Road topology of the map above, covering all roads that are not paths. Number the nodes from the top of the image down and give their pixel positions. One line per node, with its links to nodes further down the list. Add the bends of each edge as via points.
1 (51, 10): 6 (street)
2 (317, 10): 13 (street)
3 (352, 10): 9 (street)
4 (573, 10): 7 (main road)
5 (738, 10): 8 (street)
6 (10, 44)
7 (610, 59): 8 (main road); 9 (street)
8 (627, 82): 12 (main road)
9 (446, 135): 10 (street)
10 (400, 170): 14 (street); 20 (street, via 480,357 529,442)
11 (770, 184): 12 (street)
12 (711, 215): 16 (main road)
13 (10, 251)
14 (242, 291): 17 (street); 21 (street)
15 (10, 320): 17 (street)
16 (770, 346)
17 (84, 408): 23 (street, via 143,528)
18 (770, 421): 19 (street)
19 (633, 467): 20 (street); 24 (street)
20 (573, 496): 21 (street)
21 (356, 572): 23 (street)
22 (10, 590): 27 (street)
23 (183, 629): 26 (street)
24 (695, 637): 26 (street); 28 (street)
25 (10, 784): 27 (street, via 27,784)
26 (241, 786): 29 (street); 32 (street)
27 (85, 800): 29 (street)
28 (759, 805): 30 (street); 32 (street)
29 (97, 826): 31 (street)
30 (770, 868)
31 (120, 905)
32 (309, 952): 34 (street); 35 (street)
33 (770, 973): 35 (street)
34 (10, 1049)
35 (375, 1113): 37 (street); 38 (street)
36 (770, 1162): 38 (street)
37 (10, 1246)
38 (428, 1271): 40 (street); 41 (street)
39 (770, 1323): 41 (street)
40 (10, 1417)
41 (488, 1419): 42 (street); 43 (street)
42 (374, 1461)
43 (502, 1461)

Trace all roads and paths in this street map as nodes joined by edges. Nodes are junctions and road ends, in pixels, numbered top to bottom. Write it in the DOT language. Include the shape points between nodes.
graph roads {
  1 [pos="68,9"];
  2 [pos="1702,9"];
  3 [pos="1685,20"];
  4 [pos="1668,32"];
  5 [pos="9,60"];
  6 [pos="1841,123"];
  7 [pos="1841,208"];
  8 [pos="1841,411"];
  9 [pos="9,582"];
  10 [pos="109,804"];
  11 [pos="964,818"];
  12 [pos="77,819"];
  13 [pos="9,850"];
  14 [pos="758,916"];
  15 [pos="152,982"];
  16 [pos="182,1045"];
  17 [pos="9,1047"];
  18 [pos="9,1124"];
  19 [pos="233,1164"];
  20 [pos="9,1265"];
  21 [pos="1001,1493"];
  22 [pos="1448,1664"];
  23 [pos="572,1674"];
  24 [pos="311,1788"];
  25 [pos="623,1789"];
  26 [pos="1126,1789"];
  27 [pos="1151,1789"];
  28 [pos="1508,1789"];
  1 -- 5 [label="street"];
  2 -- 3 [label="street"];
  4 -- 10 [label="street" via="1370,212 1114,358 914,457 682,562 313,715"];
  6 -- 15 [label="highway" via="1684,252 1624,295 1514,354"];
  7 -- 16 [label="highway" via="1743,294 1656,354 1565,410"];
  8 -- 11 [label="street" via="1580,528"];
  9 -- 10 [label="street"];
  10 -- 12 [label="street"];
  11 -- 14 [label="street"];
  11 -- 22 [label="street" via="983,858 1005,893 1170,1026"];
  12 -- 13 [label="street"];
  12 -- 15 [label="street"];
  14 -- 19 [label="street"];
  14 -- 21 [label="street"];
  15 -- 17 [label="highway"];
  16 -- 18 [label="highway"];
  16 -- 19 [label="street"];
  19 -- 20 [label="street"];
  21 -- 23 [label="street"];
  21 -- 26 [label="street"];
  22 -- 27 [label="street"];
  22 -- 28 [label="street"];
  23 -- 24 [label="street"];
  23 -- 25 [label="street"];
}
○ ○ ○ ○ ○ ○ ○
* **WHAT YOU HAVE TO DO**
Search the records for the string "main" and, wherever a line contains it, please copy that line.

* **YOUR RESPONSE**
4 (573, 10): 7 (main road)
7 (610, 59): 8 (main road); 9 (street)
8 (627, 82): 12 (main road)
12 (711, 215): 16 (main road)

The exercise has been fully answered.